Let me be the first to fire a shot across my rather erratic bow.
I know I have spent the last year acting like a man who is uncertain where he should be. My trips -- almost circumnavigating the globe. Elegiac essays on the virtues of San Miguel de Allende. And Morelia. And Pátzcuaro. Houses to strum my heart strings.
And now. Something else.
Late last week, I received a slightly-dated New Frontier -- my Salvation Army newspaper. I usually flip through it quickly. But a headline on page 5 stopped my browsing. "Mission: Cuba."
A group of Canadian Salvationists has sent building teams to Cuba the last four years. But the details of the story were not what had attracted my attention. It was that headline.

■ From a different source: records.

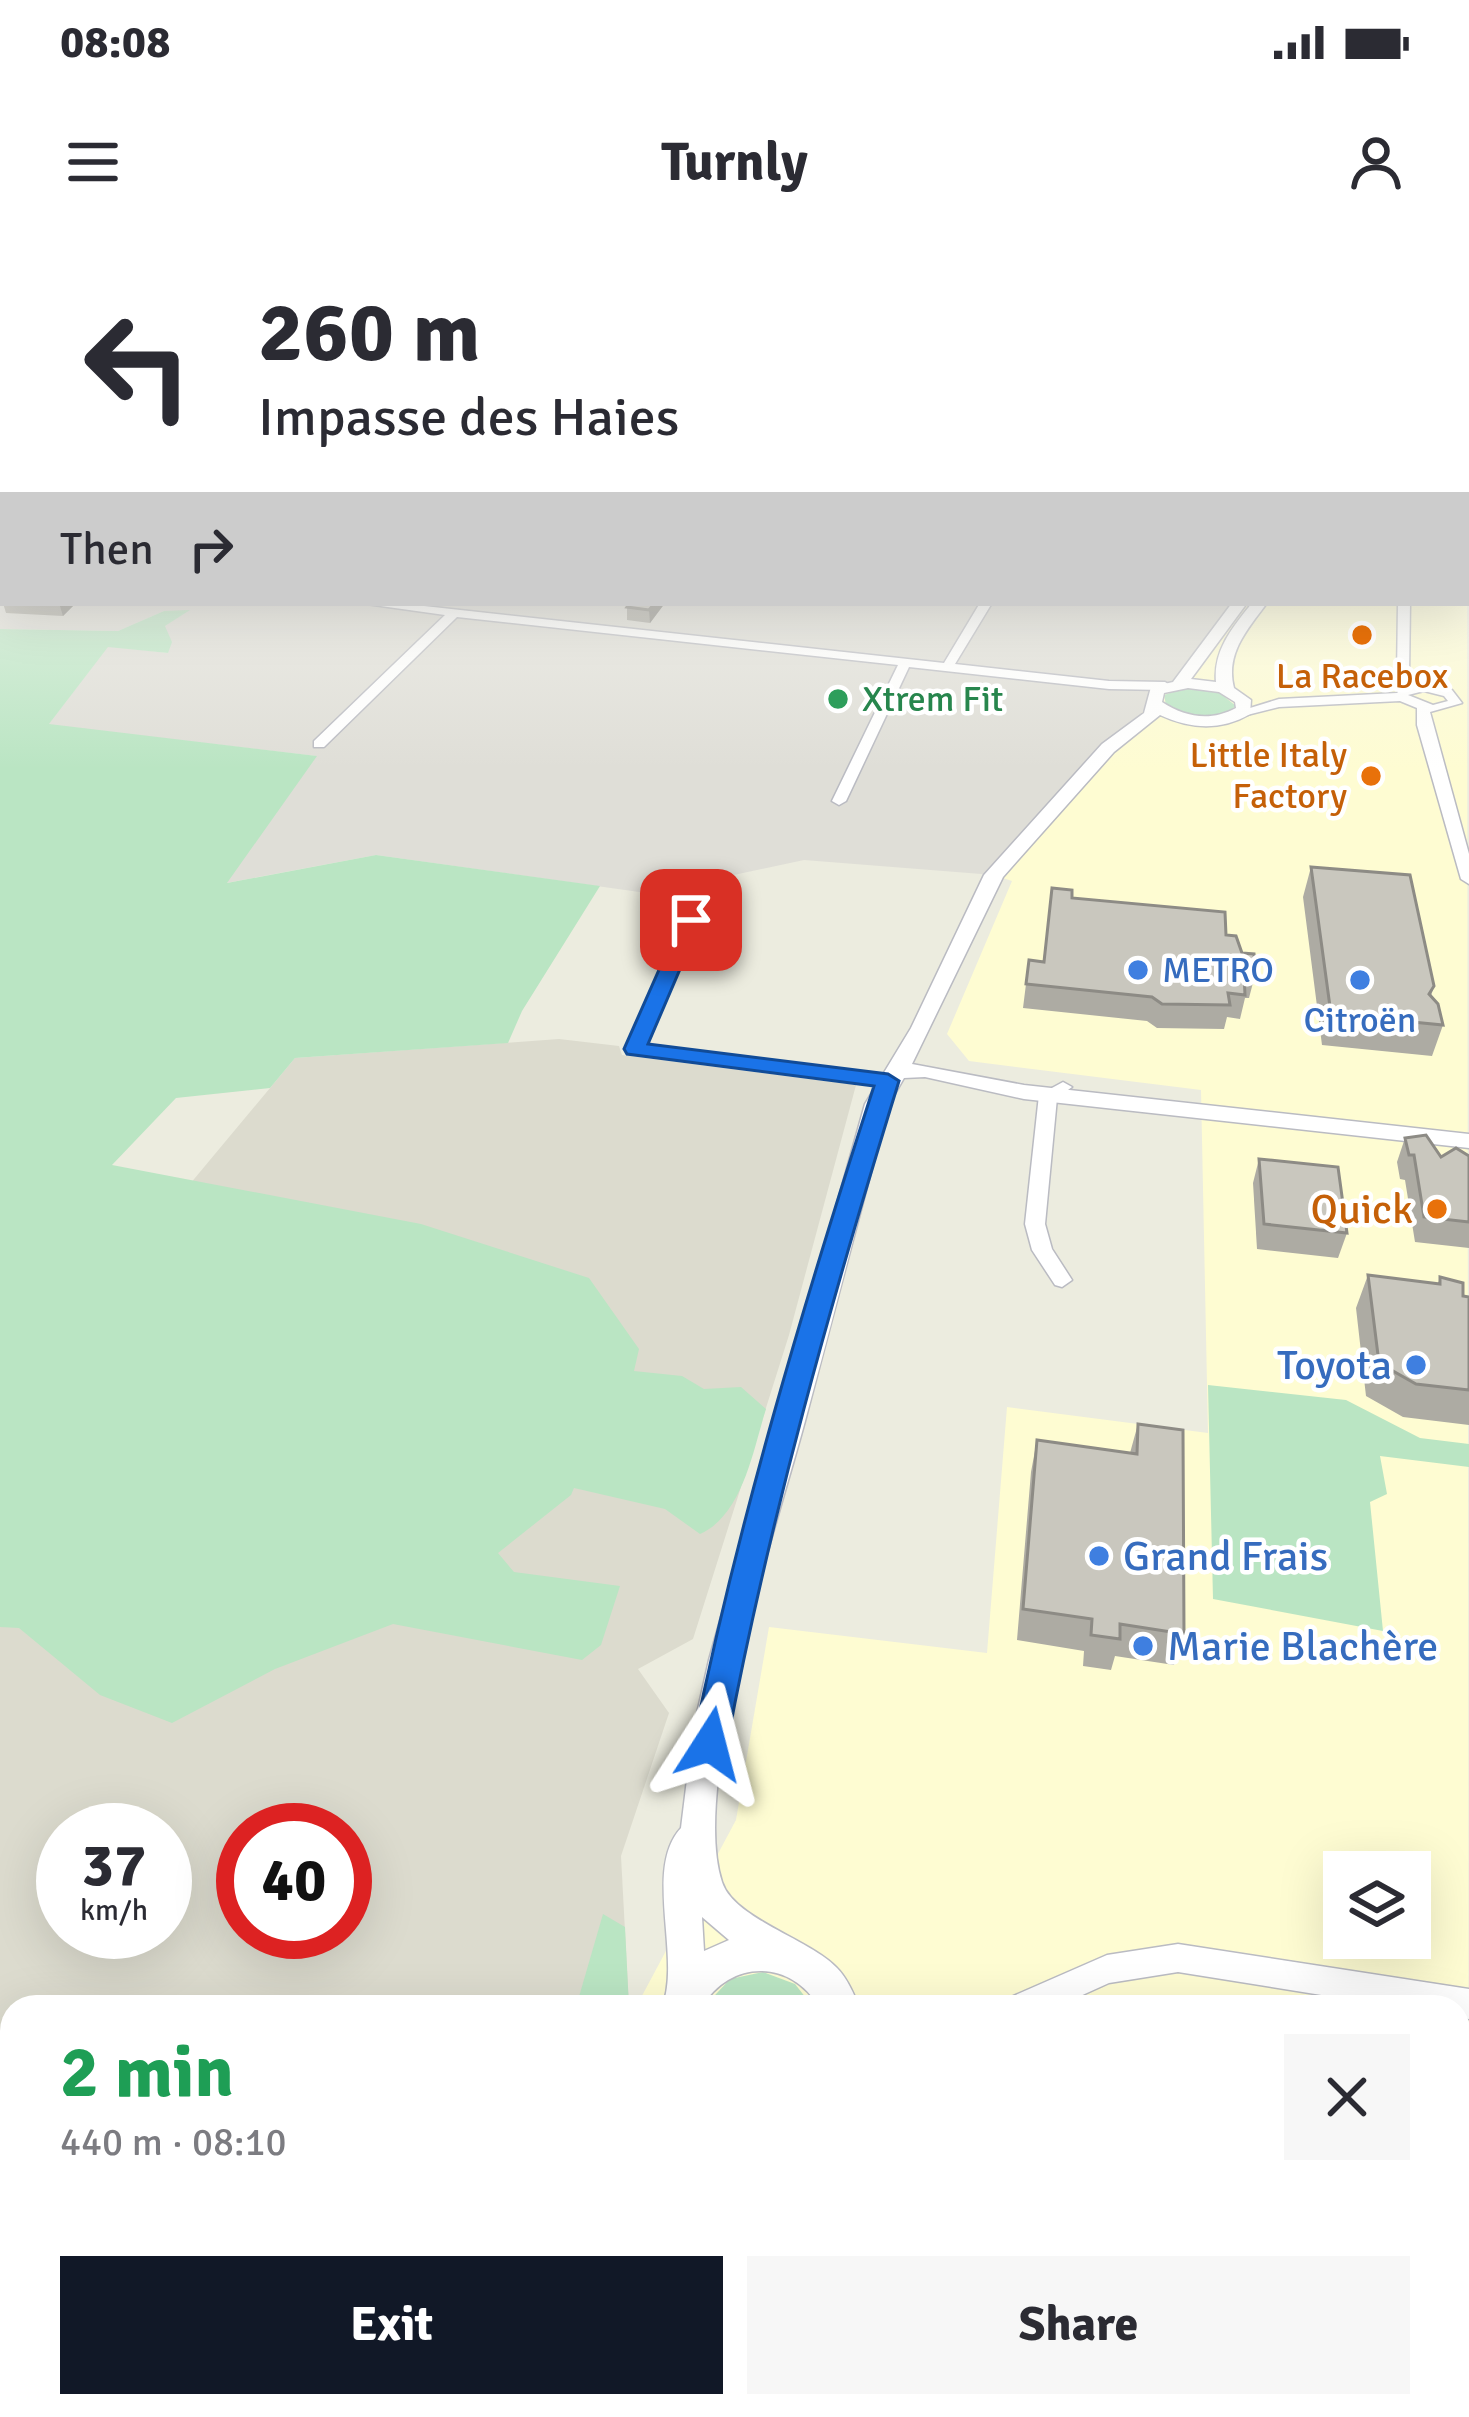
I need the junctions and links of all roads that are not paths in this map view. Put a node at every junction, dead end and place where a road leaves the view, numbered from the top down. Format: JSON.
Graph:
{"nodes":[{"id":1,"x":389,"y":606,"type":"edge"},
{"id":2,"x":503,"y":606,"type":"edge"},
{"id":3,"x":984,"y":606,"type":"edge"},
{"id":4,"x":1237,"y":606,"type":"edge"},
{"id":5,"x":1258,"y":606,"type":"edge"},
{"id":6,"x":1404,"y":606,"type":"edge"},
{"id":7,"x":453,"y":614,"type":"junction"},
{"id":8,"x":489,"y":618,"type":"junction"},
{"id":9,"x":905,"y":664,"type":"junction"},
{"id":10,"x":947,"y":668,"type":"junction"},
{"id":11,"x":1466,"y":687,"type":"dead end"},
{"id":12,"x":1444,"y":691,"type":"junction"},
{"id":13,"x":1407,"y":692,"type":"junction"},
{"id":14,"x":1163,"y":694,"type":"junction"},
{"id":15,"x":1236,"y":699,"type":"junction"},
{"id":16,"x":1423,"y":708,"type":"junction"},
{"id":17,"x":1197,"y":721,"type":"junction"},
{"id":18,"x":319,"y":744,"type":"dead end"},
{"id":19,"x":1092,"y":767,"type":"junction"},
{"id":20,"x":839,"y":801,"type":"dead end"},
{"id":21,"x":1469,"y":879,"type":"edge"},
{"id":22,"x":693,"y":914,"type":"dead end"},
{"id":23,"x":922,"y":1028,"type":"junction"},
{"id":24,"x":891,"y":1076,"type":"junction"},
{"id":25,"x":1055,"y":1090,"type":"junction"},
{"id":26,"x":1469,"y":1126,"type":"edge"},
{"id":27,"x":1469,"y":1141,"type":"edge"},
{"id":28,"x":1062,"y":1280,"type":"dead end"},
{"id":29,"x":701,"y":1803,"type":"junction"},
{"id":30,"x":791,"y":1956,"type":"junction"},
{"id":31,"x":685,"y":1995,"type":"edge"},
{"id":32,"x":690,"y":1995,"type":"edge"},
{"id":33,"x":836,"y":1995,"type":"edge"},
{"id":34,"x":1049,"y":1995,"type":"edge"},
{"id":35,"x":1412,"y":1995,"type":"edge"}],
"edges":[{"from":1,"to":7,"type":"street"},
{"from":2,"to":8,"type":"street"},
{"from":3,"to":10,"type":"street"},
{"from":4,"to":14,"type":"street"},
{"from":5,"to":15,"type":"street"},
{"from":6,"to":13,"type":"street"},
{"from":7,"to":8,"type":"street"},
{"from":7,"to":18,"type":"street"},
{"from":8,"to":9,"type":"street"},
{"from":9,"to":10,"type":"street"},
{"from":9,"to":20,"type":"street"},
{"from":10,"to":14,"type":"street"},
{"from":11,"to":12,"type":"street"},
{"from":12,"to":13,"type":"street"},
{"from":12,"to":16,"type":"street"},
{"from":13,"to":15,"type":"street"},
{"from":13,"to":16,"type":"street"},
{"from":14,"to":15,"type":"street"},
{"from":14,"to":17,"type":"street"},
{"from":14,"to":19,"type":"street"},
{"from":15,"to":17,"type":"street"},
{"from":16,"to":21,"type":"street"},
{"from":17,"to":19,"type":"street"},
{"from":19,"to":23,"type":"street"},
{"from":22,"to":24,"type":"street"},
{"from":23,"to":24,"type":"street"},
{"from":23,"to":25,"type":"street"},
{"from":24,"to":25,"type":"street"},
{"from":24,"to":29,"type":"street"},
{"from":25,"to":26,"type":"street"},
{"from":25,"to":27,"type":"street"},
{"from":25,"to":28,"type":"street"},
{"from":29,"to":30,"type":"street"},
{"from":29,"to":31,"type":"street"},
{"from":30,"to":32,"type":"street"},
{"from":30,"to":33,"type":"street"},
{"from":34,"to":35,"type":"street"}]}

In the spring of 2001, my law school alumnae association sponsored a trip to Cuba. It was one of those cultural-legal education trips that once attracted academics to countries on the east side of the iron curtain.
A Cuban friend of mine contacted a relative in Cuba -- a minor Communist Party functionary -- to ask him if he needed anything that I could bring along. Yes, he said. A Volkswagen muffler.
He then asked why an American was coming to Cuba. She told him -- for a law conference. "A law conference? In Cuba?," he laughed. "Isn't that a little like attending a chastity conference in Gomorrah?"
I knew I was going to like him.
I stuffed the muffler in my suitcase. A suitcase that contained only one change of clothes for me for my week stay. The rest of the suitcase was filled with Salvation Army uniforms that I smuggled to Havana -- the Castros were not very fond of the importation of any "clerical" garb.
In between my law conferences, I spent a good deal of time with the Salvation Army officers in Havana. The husband was the son of the officer at the Havana corps during and after the revolution.
A week was enough time for me to realize that I wanted to return to Havana to work with the Salvation Army. History had another idea.
Six months after my Cuba visit, terrorists leveled the World Trade towers, and the licenses to visit Cuba were almost completely closed off. When I retired, I looked into moving to Cuba. I could get there. But my money couldn't.
The Cuban Salvation Army has plenty of hands. What they need are funds to do their work. And the absurd embargo on Cuba keeps that from happening.
Instead, I came to Mexico. But that headline -- "Mission: Cuba" reminded me I once had a mission different than the one I am on now.
The Salvation Army is currently taking applications for its mission to Cuba in 2013. I would be interested in participating. There would be massive political problems to overcome -- not being a Canadian citizen, for instance. But I am going to give it a try.
And if this is not the trip, there will be others.
Something for me to include in my prayers this Sunday morning.